** TASK **
Copy out every line from the records that includes "Trace".

[Stored items]
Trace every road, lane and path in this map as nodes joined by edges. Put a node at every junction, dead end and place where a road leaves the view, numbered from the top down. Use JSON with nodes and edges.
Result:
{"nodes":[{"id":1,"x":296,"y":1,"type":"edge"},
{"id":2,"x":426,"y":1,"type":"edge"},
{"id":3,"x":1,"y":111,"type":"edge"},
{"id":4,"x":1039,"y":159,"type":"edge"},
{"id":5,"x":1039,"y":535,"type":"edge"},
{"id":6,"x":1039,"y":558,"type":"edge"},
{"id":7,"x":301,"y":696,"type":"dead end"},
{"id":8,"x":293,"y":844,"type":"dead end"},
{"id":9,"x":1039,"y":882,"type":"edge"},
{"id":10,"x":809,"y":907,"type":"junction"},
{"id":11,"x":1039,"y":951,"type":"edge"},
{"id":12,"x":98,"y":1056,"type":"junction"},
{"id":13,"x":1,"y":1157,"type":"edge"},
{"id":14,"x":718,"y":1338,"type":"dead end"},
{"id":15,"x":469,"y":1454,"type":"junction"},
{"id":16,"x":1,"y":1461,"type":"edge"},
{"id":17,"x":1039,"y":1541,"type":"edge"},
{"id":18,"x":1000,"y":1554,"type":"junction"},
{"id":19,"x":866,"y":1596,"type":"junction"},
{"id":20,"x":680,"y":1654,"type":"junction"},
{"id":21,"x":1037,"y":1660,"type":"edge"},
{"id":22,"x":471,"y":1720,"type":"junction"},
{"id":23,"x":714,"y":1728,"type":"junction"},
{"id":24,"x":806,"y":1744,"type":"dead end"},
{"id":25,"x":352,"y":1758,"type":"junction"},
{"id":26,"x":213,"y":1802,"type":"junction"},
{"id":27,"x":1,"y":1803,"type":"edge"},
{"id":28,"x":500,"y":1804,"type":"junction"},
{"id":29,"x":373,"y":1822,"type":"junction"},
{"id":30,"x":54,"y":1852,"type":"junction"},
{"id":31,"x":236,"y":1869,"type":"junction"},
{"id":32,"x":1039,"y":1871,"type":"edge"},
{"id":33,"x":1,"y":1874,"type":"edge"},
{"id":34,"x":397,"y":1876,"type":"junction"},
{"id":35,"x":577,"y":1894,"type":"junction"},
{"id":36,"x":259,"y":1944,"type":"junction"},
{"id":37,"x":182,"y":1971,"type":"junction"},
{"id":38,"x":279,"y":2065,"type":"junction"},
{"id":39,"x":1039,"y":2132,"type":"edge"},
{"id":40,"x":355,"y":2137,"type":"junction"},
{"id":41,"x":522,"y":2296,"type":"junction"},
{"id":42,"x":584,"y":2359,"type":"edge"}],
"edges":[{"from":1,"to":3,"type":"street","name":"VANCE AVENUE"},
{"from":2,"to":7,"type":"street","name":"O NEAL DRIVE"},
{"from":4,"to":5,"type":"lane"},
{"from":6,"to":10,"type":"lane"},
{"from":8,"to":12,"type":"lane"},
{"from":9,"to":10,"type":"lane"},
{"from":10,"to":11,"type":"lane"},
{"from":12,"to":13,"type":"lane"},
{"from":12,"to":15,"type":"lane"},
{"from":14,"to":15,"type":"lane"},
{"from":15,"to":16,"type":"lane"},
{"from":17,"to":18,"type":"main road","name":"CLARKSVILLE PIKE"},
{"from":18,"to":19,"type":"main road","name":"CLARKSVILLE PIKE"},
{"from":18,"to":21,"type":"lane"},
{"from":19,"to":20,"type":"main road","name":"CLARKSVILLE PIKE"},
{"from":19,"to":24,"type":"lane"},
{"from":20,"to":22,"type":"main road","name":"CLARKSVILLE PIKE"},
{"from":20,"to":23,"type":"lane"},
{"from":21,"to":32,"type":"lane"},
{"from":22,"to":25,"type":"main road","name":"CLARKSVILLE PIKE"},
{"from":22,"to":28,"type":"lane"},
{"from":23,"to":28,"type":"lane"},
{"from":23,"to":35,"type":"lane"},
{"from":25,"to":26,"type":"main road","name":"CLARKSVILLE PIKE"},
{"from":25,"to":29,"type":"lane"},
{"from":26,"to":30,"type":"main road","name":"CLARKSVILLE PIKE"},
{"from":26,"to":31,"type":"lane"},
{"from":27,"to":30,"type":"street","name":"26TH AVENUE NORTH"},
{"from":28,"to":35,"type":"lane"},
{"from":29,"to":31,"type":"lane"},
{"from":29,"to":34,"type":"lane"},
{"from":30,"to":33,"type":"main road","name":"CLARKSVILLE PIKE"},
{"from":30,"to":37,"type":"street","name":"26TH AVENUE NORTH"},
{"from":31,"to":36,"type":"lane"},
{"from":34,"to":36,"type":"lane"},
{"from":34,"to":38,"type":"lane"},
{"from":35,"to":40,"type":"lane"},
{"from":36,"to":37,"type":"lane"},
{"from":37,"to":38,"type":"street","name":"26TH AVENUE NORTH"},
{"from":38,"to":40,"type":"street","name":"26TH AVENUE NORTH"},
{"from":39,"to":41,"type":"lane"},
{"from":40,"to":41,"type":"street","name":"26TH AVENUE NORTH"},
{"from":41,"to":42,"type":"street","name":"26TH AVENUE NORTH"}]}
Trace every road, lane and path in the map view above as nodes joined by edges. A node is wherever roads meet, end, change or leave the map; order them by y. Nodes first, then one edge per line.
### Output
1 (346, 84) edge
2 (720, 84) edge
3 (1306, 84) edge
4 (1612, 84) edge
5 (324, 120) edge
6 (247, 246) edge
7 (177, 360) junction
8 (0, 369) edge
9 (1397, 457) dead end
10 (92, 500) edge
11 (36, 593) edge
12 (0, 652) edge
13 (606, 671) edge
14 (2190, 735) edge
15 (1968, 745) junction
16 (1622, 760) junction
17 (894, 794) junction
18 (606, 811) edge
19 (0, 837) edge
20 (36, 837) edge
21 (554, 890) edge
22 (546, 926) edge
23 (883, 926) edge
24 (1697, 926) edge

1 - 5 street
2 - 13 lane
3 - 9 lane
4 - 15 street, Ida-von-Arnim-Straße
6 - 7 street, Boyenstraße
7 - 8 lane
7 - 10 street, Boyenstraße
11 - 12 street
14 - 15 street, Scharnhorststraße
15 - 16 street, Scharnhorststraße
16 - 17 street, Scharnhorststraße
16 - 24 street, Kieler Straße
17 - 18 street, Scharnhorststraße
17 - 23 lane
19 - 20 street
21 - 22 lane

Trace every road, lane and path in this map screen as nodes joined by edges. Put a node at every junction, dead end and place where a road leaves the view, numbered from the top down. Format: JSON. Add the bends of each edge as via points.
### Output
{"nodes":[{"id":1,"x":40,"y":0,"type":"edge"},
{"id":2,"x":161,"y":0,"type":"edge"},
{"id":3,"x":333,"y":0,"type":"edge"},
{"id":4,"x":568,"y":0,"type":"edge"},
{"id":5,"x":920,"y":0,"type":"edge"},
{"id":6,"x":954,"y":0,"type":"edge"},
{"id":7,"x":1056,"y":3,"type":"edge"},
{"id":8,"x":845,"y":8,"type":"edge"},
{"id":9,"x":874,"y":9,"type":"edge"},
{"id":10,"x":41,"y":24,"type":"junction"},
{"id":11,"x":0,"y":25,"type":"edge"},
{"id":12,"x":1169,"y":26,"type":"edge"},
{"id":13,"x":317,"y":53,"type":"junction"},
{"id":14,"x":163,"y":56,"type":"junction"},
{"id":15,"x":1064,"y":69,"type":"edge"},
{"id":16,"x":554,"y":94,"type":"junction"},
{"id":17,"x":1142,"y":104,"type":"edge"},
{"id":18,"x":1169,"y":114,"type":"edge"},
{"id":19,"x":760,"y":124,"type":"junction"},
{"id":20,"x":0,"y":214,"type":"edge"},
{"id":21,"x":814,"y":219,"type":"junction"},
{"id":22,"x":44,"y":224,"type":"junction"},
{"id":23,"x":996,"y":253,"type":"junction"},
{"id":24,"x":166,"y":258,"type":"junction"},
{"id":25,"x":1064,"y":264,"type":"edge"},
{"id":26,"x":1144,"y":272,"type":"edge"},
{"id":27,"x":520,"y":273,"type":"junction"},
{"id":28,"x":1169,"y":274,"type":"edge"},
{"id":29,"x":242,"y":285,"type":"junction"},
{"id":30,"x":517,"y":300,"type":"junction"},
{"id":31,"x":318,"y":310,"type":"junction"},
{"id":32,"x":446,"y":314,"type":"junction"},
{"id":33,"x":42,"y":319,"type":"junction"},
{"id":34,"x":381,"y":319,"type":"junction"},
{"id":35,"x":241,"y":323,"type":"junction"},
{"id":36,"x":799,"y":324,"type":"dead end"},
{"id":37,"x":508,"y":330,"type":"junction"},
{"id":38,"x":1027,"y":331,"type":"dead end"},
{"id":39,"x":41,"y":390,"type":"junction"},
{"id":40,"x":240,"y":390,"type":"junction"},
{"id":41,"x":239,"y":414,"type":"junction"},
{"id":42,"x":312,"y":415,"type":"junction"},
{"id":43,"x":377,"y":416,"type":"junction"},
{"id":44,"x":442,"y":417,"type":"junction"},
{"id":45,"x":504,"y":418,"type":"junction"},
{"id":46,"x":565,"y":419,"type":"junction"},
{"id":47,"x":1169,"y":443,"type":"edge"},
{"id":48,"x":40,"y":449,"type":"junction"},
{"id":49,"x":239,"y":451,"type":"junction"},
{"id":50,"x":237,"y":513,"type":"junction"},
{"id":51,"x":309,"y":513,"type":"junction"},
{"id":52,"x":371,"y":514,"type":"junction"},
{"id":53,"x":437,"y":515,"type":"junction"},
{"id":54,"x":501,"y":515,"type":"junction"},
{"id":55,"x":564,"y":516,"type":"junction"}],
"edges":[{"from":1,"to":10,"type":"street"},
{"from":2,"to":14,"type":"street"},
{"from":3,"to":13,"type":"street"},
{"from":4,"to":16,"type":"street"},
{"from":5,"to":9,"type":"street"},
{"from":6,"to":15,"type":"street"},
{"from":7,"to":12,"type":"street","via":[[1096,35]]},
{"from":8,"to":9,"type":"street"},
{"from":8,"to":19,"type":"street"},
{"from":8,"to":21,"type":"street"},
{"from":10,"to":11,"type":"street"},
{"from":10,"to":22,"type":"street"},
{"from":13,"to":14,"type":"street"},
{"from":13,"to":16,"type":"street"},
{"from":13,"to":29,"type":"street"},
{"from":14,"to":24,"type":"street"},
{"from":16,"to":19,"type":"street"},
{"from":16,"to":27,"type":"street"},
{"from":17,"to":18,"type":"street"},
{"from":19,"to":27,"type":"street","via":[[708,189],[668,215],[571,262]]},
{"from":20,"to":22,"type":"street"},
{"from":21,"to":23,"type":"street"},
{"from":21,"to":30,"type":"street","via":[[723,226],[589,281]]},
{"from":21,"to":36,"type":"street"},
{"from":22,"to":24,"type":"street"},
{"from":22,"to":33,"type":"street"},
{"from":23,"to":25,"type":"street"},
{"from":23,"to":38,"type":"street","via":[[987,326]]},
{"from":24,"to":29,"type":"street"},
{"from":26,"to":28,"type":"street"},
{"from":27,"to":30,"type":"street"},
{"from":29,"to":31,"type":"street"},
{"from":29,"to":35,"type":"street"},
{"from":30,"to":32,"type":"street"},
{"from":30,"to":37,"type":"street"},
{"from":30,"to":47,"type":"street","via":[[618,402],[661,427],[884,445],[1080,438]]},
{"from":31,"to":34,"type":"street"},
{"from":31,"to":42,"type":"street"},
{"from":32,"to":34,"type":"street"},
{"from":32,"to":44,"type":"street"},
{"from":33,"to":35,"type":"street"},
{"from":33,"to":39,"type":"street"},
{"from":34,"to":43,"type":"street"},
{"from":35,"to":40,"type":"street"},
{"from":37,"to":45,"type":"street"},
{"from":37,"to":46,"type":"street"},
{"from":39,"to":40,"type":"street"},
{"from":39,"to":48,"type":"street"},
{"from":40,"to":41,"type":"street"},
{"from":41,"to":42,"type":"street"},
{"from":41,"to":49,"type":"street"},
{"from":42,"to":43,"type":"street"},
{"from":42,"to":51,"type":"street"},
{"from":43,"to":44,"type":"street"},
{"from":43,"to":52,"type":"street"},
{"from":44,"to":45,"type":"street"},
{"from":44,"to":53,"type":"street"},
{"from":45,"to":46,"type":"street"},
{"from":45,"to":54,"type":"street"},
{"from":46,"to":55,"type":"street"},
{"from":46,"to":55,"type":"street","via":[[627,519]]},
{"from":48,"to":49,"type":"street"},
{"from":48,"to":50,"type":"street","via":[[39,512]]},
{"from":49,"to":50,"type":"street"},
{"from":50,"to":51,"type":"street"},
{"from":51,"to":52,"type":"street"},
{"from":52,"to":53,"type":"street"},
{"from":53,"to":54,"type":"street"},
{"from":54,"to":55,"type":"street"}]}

** FINAL ANSWER **
Trace every road, lane and path in this map as nodes joined by edges. Put a node at every junction, dead end and place where a road leaves the view, numbered from the top down. Use JSON with nodes and edges.
Trace every road, lane and path in the map view above as nodes joined by edges. A node is wherever roads meet, end, change or leave the map; order them by y. Nodes first, then one edge per line.
Trace every road, lane and path in this map screen as nodes joined by edges. Put a node at every junction, dead end and place where a road leaves the view, numbered from the top down. Format: JSON. Add the bends of each edge as via points.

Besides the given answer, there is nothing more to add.